Friday, November 23, 2007
Thanksgiving Harvest
I survived being on call on Thanksgiving. We actually were not very busy so I got to get some work done and watched football most of the day. Around 10pm we got called to do an "organ harvest". Somebody who has been pronounced brain dead and their family wishes to donate their organs. In this case, it was a teenager killed in a drunk driving accident. They took his heart, kidneys, pancreas, and liver. Organ harvests are strange. The person is legally dead, but they are on a ventilator so their body is still alive. It's actually easy from an anesthesia standpoint. There's really not much for me to do.
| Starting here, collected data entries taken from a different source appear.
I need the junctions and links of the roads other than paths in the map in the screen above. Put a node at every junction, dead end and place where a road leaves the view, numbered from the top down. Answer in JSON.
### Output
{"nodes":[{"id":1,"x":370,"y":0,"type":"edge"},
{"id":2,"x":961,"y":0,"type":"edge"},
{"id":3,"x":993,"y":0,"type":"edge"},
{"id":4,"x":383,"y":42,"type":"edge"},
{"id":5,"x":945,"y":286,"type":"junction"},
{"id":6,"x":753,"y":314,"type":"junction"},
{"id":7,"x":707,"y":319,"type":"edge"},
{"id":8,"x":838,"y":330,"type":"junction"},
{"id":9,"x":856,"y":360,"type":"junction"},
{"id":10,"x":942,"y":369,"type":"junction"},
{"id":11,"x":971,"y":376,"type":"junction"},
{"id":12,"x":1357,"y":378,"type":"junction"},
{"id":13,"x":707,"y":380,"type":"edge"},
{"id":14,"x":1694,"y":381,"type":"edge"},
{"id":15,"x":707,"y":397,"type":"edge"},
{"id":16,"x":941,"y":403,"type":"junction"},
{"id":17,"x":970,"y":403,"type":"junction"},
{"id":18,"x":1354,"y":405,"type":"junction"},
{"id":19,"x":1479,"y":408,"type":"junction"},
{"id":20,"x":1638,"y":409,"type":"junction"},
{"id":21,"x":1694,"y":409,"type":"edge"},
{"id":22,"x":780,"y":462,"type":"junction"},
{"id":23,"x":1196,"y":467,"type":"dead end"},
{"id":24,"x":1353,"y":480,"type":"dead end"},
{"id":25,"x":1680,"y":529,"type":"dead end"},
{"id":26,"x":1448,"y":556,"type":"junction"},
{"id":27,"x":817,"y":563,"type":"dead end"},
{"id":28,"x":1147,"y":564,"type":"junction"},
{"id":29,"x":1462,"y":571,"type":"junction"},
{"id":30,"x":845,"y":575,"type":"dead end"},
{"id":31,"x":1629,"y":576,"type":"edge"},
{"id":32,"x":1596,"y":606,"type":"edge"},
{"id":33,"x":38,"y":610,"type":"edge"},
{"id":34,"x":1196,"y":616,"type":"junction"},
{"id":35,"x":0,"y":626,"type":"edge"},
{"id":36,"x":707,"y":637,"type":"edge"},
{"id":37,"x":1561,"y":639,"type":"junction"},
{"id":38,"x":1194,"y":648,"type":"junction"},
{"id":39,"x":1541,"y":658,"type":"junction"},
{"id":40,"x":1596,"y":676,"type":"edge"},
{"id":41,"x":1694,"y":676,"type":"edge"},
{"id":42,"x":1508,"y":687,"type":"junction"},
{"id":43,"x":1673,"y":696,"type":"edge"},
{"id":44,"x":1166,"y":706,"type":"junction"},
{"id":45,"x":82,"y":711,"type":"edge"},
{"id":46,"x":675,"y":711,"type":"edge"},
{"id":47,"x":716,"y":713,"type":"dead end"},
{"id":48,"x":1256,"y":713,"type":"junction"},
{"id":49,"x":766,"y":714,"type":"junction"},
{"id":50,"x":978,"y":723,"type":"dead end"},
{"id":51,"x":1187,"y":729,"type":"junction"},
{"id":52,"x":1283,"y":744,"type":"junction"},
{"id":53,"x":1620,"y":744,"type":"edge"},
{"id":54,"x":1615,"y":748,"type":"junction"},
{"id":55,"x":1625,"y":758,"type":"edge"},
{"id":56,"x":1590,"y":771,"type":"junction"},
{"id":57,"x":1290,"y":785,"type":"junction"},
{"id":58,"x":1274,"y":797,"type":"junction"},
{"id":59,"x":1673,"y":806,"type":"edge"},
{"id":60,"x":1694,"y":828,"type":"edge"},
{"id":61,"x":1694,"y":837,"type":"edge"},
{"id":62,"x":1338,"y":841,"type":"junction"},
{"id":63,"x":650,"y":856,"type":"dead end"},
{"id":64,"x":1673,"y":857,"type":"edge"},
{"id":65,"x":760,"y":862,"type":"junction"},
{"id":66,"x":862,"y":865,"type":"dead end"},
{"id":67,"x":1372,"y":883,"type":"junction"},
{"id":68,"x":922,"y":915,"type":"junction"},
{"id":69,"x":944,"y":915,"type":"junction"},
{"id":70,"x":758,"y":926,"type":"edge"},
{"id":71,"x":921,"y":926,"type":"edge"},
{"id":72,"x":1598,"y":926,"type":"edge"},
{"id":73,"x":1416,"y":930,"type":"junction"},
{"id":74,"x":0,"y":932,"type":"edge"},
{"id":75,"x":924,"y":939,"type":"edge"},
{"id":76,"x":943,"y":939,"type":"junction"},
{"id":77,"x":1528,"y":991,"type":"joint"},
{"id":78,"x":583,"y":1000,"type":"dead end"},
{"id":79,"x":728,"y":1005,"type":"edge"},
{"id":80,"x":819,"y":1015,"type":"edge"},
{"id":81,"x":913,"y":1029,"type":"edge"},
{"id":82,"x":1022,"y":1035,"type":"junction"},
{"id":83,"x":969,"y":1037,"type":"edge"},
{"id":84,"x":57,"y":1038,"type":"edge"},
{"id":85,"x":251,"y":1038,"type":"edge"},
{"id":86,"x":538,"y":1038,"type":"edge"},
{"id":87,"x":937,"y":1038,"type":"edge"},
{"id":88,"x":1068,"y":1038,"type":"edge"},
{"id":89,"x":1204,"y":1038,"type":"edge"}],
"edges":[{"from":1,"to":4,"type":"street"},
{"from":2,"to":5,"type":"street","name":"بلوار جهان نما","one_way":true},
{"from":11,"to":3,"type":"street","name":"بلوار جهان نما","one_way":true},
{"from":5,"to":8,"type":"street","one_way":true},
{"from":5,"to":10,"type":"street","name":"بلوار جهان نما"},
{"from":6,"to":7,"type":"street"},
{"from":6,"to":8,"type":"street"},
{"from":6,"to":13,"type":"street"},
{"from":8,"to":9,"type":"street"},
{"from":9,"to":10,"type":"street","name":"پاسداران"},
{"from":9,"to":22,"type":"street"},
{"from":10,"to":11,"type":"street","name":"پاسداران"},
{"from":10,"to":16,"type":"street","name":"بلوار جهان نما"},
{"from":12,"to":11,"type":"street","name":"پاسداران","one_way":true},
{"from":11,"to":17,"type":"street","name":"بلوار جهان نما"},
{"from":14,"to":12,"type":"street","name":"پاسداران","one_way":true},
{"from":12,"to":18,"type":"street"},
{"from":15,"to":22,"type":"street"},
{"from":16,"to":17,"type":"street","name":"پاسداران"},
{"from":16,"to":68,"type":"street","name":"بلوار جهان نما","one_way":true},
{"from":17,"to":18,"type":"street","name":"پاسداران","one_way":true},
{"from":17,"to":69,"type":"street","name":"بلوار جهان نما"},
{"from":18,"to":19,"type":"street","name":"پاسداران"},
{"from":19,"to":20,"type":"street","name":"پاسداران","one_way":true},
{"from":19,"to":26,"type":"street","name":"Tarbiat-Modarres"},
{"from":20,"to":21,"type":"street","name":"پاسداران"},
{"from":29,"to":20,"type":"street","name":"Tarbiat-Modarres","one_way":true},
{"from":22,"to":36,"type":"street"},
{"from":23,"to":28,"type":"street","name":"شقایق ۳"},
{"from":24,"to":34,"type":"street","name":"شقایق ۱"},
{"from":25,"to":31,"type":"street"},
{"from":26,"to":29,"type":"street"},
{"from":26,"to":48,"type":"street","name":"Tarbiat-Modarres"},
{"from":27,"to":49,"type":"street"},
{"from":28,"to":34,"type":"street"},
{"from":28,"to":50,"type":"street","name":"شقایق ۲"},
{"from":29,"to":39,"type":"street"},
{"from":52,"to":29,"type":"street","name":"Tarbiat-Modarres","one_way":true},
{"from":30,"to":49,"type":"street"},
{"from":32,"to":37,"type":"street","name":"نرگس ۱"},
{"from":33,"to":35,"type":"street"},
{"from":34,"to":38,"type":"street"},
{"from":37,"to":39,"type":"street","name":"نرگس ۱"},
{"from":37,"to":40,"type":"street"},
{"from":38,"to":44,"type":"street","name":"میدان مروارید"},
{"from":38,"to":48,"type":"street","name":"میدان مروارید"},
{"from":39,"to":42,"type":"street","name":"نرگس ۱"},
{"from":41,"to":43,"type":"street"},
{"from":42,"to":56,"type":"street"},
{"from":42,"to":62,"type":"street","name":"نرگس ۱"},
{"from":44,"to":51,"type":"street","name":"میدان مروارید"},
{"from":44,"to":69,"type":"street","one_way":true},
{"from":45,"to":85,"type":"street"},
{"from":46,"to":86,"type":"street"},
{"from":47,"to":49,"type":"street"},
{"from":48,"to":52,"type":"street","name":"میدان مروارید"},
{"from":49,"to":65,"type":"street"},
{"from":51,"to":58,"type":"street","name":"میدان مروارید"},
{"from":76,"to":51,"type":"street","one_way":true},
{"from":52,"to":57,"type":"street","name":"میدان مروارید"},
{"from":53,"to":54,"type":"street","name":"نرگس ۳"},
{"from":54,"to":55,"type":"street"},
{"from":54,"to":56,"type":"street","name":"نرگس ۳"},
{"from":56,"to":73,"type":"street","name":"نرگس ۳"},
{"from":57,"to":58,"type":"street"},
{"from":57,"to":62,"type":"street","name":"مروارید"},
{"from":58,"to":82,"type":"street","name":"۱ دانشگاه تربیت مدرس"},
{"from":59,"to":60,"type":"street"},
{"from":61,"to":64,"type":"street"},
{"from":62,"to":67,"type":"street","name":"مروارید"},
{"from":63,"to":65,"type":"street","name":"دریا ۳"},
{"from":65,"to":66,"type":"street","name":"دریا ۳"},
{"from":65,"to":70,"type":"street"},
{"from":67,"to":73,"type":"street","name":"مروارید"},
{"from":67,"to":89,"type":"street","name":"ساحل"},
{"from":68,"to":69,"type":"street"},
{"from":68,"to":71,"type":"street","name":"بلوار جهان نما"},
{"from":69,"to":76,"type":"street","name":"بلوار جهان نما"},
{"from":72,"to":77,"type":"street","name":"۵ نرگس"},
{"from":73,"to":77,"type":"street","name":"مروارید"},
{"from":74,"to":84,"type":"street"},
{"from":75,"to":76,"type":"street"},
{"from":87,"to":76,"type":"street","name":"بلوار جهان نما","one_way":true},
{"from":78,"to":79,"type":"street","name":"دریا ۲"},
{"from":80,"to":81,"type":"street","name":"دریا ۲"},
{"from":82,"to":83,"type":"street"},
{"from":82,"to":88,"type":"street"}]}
I just have to watch his blood pressure and give some heparin when the surgeon says to. During the whole case, his chest was open and you could see his healthy heart pounding away. I could have reached out and touched it. After they clamped the aorta, the alarms on my monitors went nuts. His heart went into irregular rhythms, then asystole. My job was officially over and I turned off the ventilator and the monitors. I peeked over the curtain and they had poured ice all in his chest to cool the heart (a cold heart needs less oxygen). About 10 minutes later, it was put in this ice chest. An ambulance arrived to take the surgeon and the heart to the airport where he boarded a private plane to go out of state to perform the transplant. He has 4 hours from the time the heart comes out of the donor until it must be in the recipient, and the surgeon who performs the organ harvest comes from the recipient's hospital. That means, whoever is getting the heart is already in surgery and has his chest open and ready for the transplant when the heart gets to the hospital. Our surgeons are not involved at all. The other organs have a lot more time before they have to be transplanted, but they cannot be harvested unless there is a recipient ready and waiting. A lot of paperwork takes place before the harvest can be started.
My guess is, 5 people had a very happy Thanksgiving.